Jeździć każdy może!

20 stycznia część uczniów naszej szkoły wybrała się na lodowisko do Świdnicy. Było chłodno, padał śnieg, ale atmosfera od samego początku była gorąca. Jazda na lodzie rozpoczęła się już przy próbie wyjścia z autokarów, które zatrzymały się na parkingu. Mniej ostrożni mieli szansę poćwiczyć umiejętność utrzymywania równowagi. Potem – kolejka po łyżwy, kaski i nauczyciele usiłujący zmusić wszystkich do ubrania kurtek, szalików, czapek, rękawiczek, bo „przecież możecie zmarznąć”. I w końcu udało się – większość wyjechała na taflę. Piruetów, axeli czy pistoletów może nie było za dużo, ale toeloopy na pewno się zdarzały. Najwięcej jednak było przysiadów, wyłożeń i jazdy z kategorii „niech mnie ktoś w końcu zatrzyma”. Po pół godzinie jeżdżenia połowa łyżwiarzy wróciła do szatni, by pozbyć się narzuconej siłą przez opiekunów ciepłej odzieży. Dwie godziny trwały popisy na lodzie. W tym czasie niektórzy aktywnie integrowali się z innymi grupami, robili sobie selfie i wymieniali się e – mailami.
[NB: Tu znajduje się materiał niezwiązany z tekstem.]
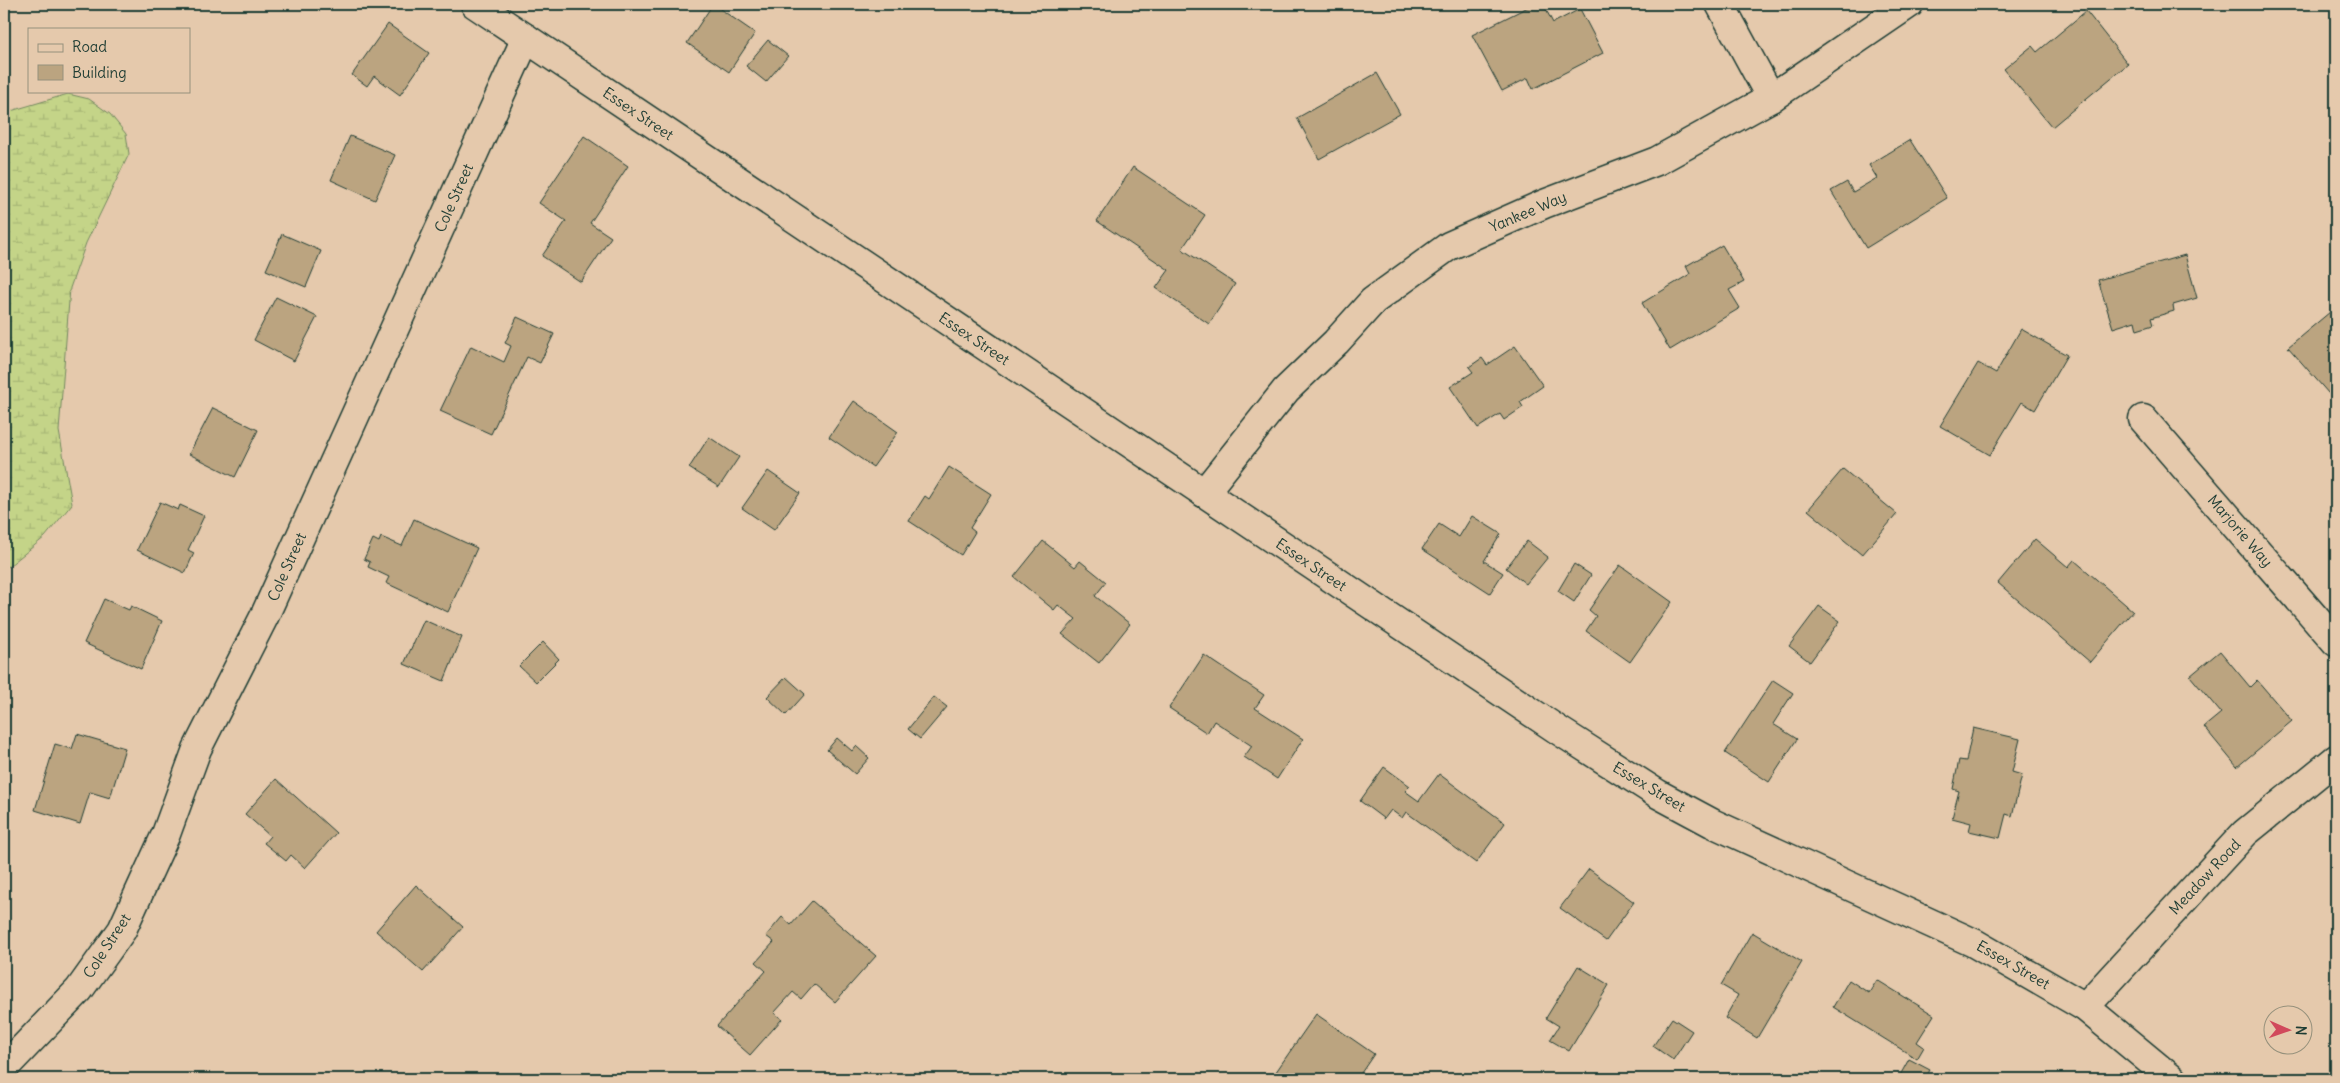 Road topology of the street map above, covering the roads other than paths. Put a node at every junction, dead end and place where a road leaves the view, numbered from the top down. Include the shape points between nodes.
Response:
1 (475, 4) edge
2 (1720, 4) edge
3 (1909, 4) edge
4 (526, 38) junction
5 (1771, 98) junction
6 (2143, 419) dead end
7 (1204, 493) junction
8 (2336, 642) edge
9 (2336, 759) edge
10 (2085, 1007) junction
11 (4, 1068) edge
12 (2172, 1079) edge

1 - 4 street, Essex Street
2 - 5 street
3 - 5 street, Yankee Way
4 - 7 street, Essex Street
4 - 11 street, Cole Street via 264,617 197,749 166,834 122,930 79,990
5 - 7 street, Yankee Way via 1658,161 1544,204 1449,246 1373,301 1286,390
6 - 8 street, Marjorie Way
7 - 10 street, Essex Street via 1658,794 1712,823 1974,942
9 - 10 street, Meadow Road via 2245,833
10 - 12 street, Essex Street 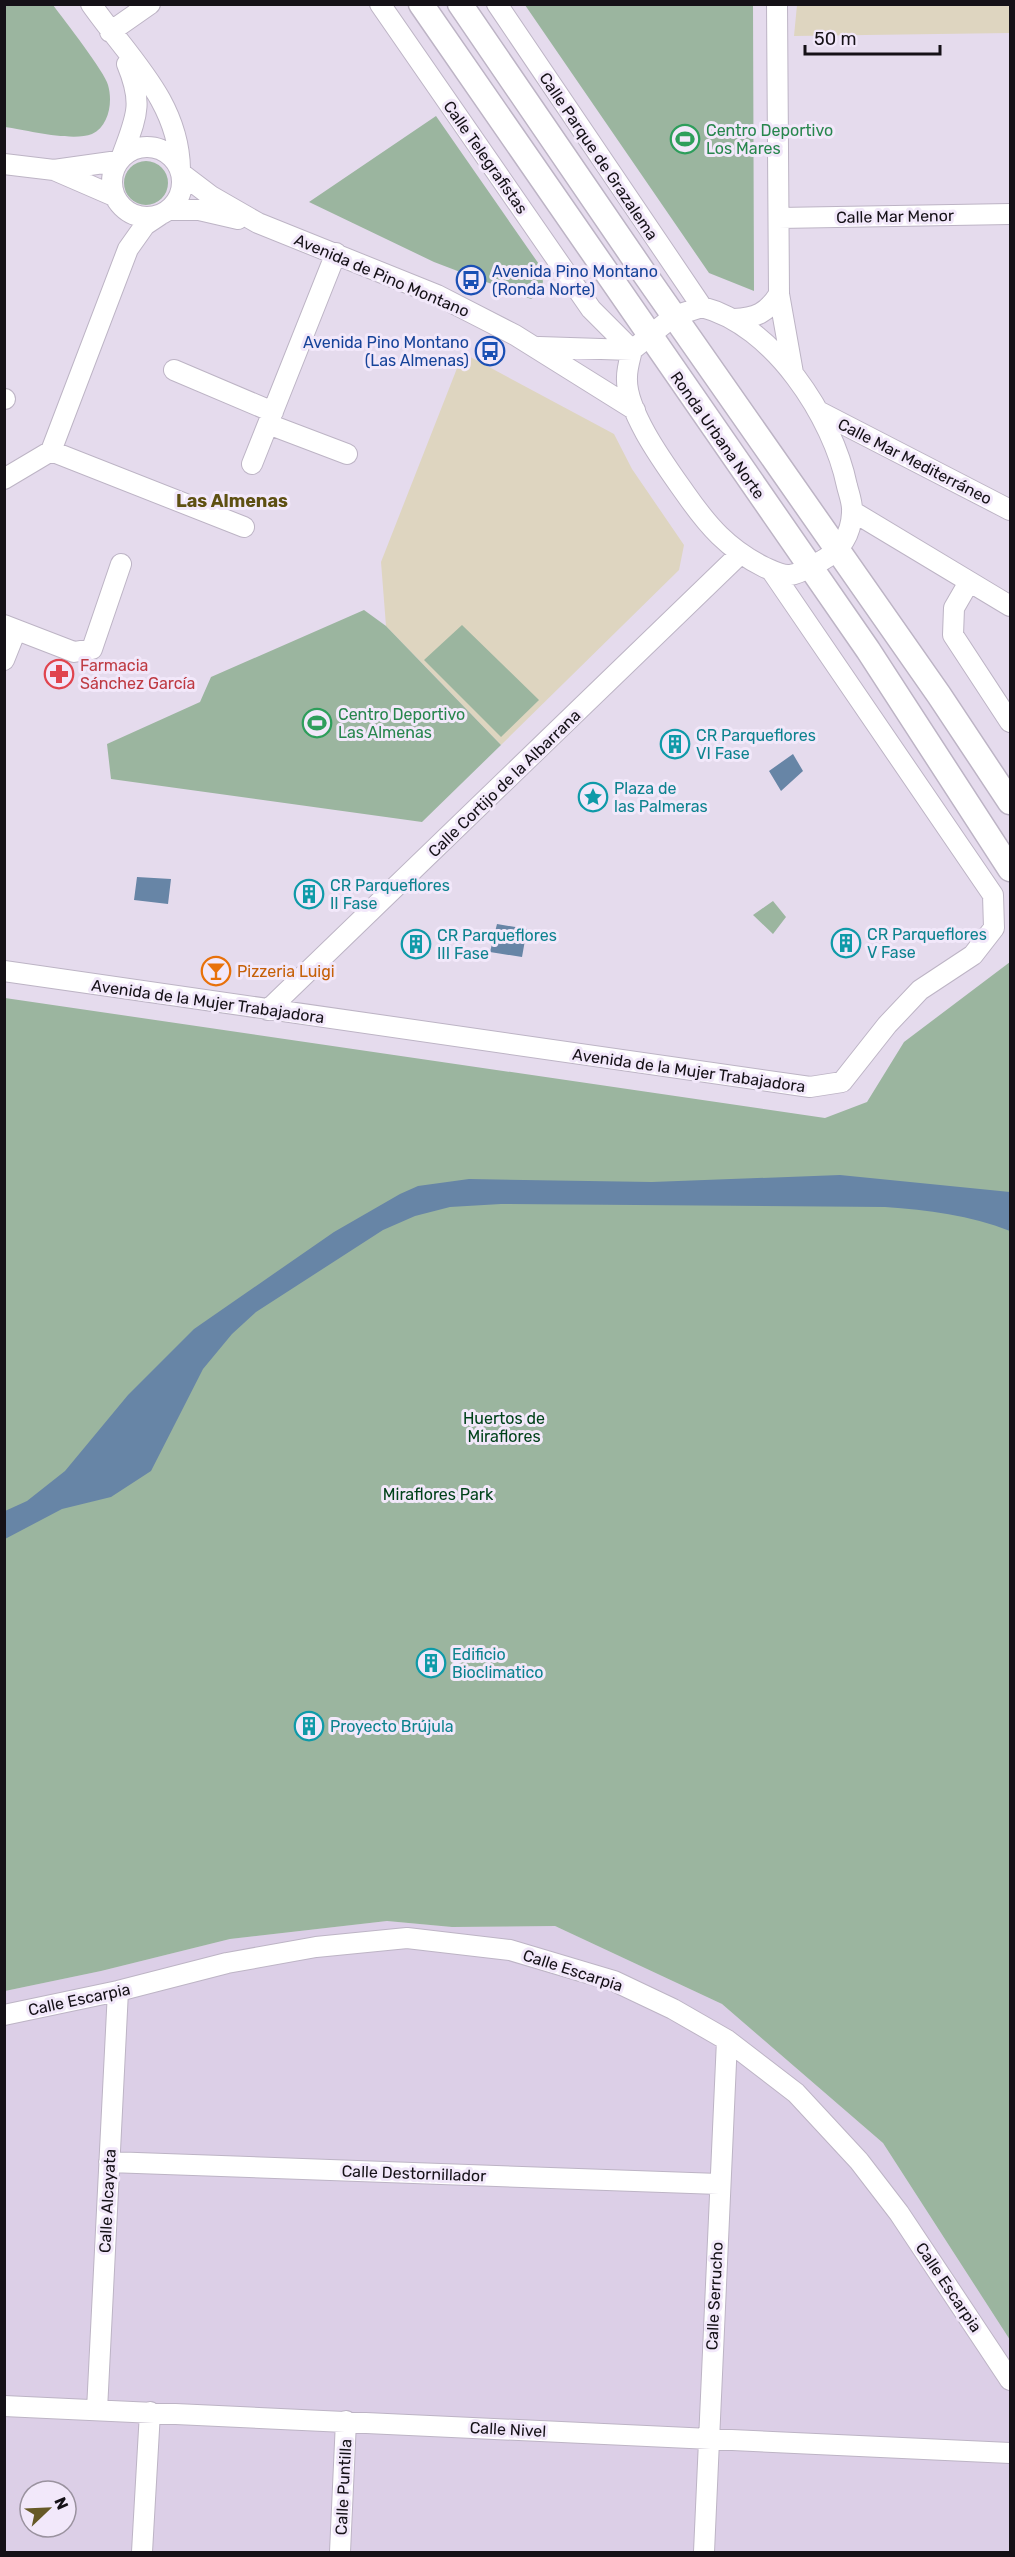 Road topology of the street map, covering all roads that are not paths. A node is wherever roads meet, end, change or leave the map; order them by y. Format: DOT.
graph roads {
  1 [pos="91,4"];
  2 [pos="150,4"];
  3 [pos="380,4"];
  4 [pos="421,4"];
  5 [pos="460,4"];
  6 [pos="497,4"];
  7 [pos="777,4"];
  8 [pos="113,36"];
  9 [pos="120,159"];
  10 [pos="4,164"];
  11 [pos="54,170"];
  12 [pos="181,171"];
  13 [pos="120,203"];
  14 [pos="164,212"];
  15 [pos="1011,214"];
  16 [pos="779,218"];
  17 [pos="258,223"];
  18 [pos="128,249"];
  19 [pos="336,253"];
  20 [pos="780,294"];
  21 [pos="702,307"];
  22 [pos="591,309"];
  23 [pos="674,316"];
  24 [pos="734,319"];
  25 [pos="640,342"];
  26 [pos="536,346"];
  27 [pos="589,349"];
  28 [pos="174,370"];
  29 [pos="795,377"];
  30 [pos="635,410"];
  31 [pos="818,411"];
  32 [pos="270,418"];
  33 [pos="51,452"];
  34 [pos="347,454"];
  35 [pos="252,464"];
  36 [pos="4,479"];
  37 [pos="1011,510"];
  38 [pos="852,512"];
  39 [pos="244,527"];
  40 [pos="838,551"];
  41 [pos="739,555"];
  42 [pos="121,564"];
  43 [pos="810,567"];
  44 [pos="771,570"];
  45 [pos="969,582"];
  46 [pos="1011,606"];
  47 [pos="10,628"];
  48 [pos="4,660"];
  49 [pos="1011,722"];
  50 [pos="1011,802"];
  51 [pos="1011,869"];
  52 [pos="4,971"];
  53 [pos="268,1010"];
  54 [pos="118,1991"];
  55 [pos="4,2015"];
  56 [pos="727,2040"];
  57 [pos="110,2162"];
  58 [pos="719,2184"];
  59 [pos="1011,2380"];
  60 [pos="4,2406"];
  61 [pos="97,2410"];
  62 [pos="150,2412"];
  63 [pos="346,2421"];
  64 [pos="707,2440"];
  65 [pos="1008,2452"];
  66 [pos="142,2553"];
  67 [pos="340,2553"];
  68 [pos="704,2553"];
  1 -- 8 [label="street"];
  2 -- 8 [label="street"];
  3 -- 22 [label="street, Calle Telegrafistas"];
  4 -- 25 [label="main road, Ronda Urbana Norte"];
  5 -- 23 [label="main road, Ronda Urbana Norte"];
  6 -- 21 [label="street, Calle Parque de Grazalema"];
  7 -- 16 [label="street"];
  8 -- 9 [label="street"];
  8 -- 12 [label="street"];
  9 -- 11 [label="street"];
  9 -- 12 [label="street"];
  9 -- 13 [label="street"];
  10 -- 11 [label="street"];
  11 -- 13 [label="street"];
  12 -- 14 [label="street"];
  12 -- 17 [label="street, Avenida de Pino Montano"];
  13 -- 14 [label="street"];
  13 -- 18 [label="street"];
  14 -- 17 [label="street, Avenida de Pino Montano"];
  14 -- 18 [label="street"];
  15 -- 16 [label="street, Calle Mar Menor"];
  16 -- 20 [label="street"];
  17 -- 19 [label="street, Avenida de Pino Montano"];
  18 -- 33 [label="street"];
  19 -- 26 [label="street, Avenida de Pino Montano"];
  19 -- 32 [label="street"];
  20 -- 24 [label="street"];
  20 -- 29 [label="street"];
  21 -- 23 [label="street"];
  21 -- 24 [label="street"];
  22 -- 25 [label="street, Calle Telegrafistas"];
  22 -- 27 [label="street"];
  23 -- 25 [label="street"];
  23 -- 40 [label="main road, Ronda Urbana Norte"];
  24 -- 29 [label="street"];
  25 -- 27 [label="street"];
  25 -- 30 [label="street"];
  25 -- 43 [label="main road, Ronda Urbana Norte"];
  26 -- 27 [label="street"];
  26 -- 30 [label="street, Avenida de Pino Montano"];
  28 -- 32 [label="street"];
  29 -- 31 [label="street"];
  30 -- 41 [label="street"];
  31 -- 37 [label="street, Calle Mar Mediterráneo"];
  31 -- 38 [label="street"];
  32 -- 34 [label="street"];
  32 -- 35 [label="street"];
  33 -- 36 [label="street"];
  33 -- 39 [label="street"];
  38 -- 40 [label="street"];
  38 -- 45 [label="street"];
  40 -- 43 [label="street"];
  40 -- 50 [label="main road, Ronda Urbana Norte"];
  41 -- 44 [label="street"];
  41 -- 53 [label="street, Calle Cortijo de la Albarrana"];
  42 -- 47 [label="street"];
  43 -- 44 [label="street"];
  43 -- 51 [label="main road, Ronda Urbana Norte"];
  44 -- 53 [label="street, Avenida de la Mujer Trabajadora"];
  45 -- 46 [label="street"];
  45 -- 49 [label="street"];
  47 -- 48 [label="street"];
  52 -- 53 [label="street, Avenida de la Mujer Trabajadora"];
  54 -- 55 [label="street, Calle Escarpia"];
  54 -- 56 [label="street, Calle Escarpia"];
  54 -- 57 [label="street, Calle Alcayata"];
  56 -- 58 [label="street, Calle Serrucho"];
  56 -- 59 [label="street, Calle Escarpia"];
  57 -- 58 [label="street, Calle Destornillador"];
  57 -- 61 [label="street, Calle Alcayata"];
  58 -- 64 [label="street, Calle Serrucho"];
  60 -- 61 [label="street, Calle Nivel"];
  61 -- 62 [label="street, Calle Nivel"];
  62 -- 63 [label="street, Calle Nivel"];
  62 -- 66 [label="street"];
  63 -- 64 [label="street, Calle Nivel"];
  63 -- 67 [label="street, Calle Puntilla"];
  64 -- 65 [label="street, Calle Nivel"];
  64 -- 68 [label="street, Calle Serrucho"];
}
Utrudzeni, ale zadowoleni, udaliśmy się do galerii świdnickiej, by obejrzeć film pt. „Fistaszki”. Zanim jednak zasiedliśmy w fotelach na sali kinowej, odbył się szturm na „żarcie” czyli colę i popcorn. Trzeba było jakoś zregenerować siły po wysiłku fizycznym! Na efekt nie trzeba było długo czekać. Co jakiś czas salę kinową opuszczał delikwent z obłędem w oczach poszukujący drogi do toalety. Za drogowskazy „robili” dyżurujący nauczyciele. Seans zakończył się tuż przed godziną 13. Powrót do domu trwał naprawdę krótko. Kiedy następny wyjazd?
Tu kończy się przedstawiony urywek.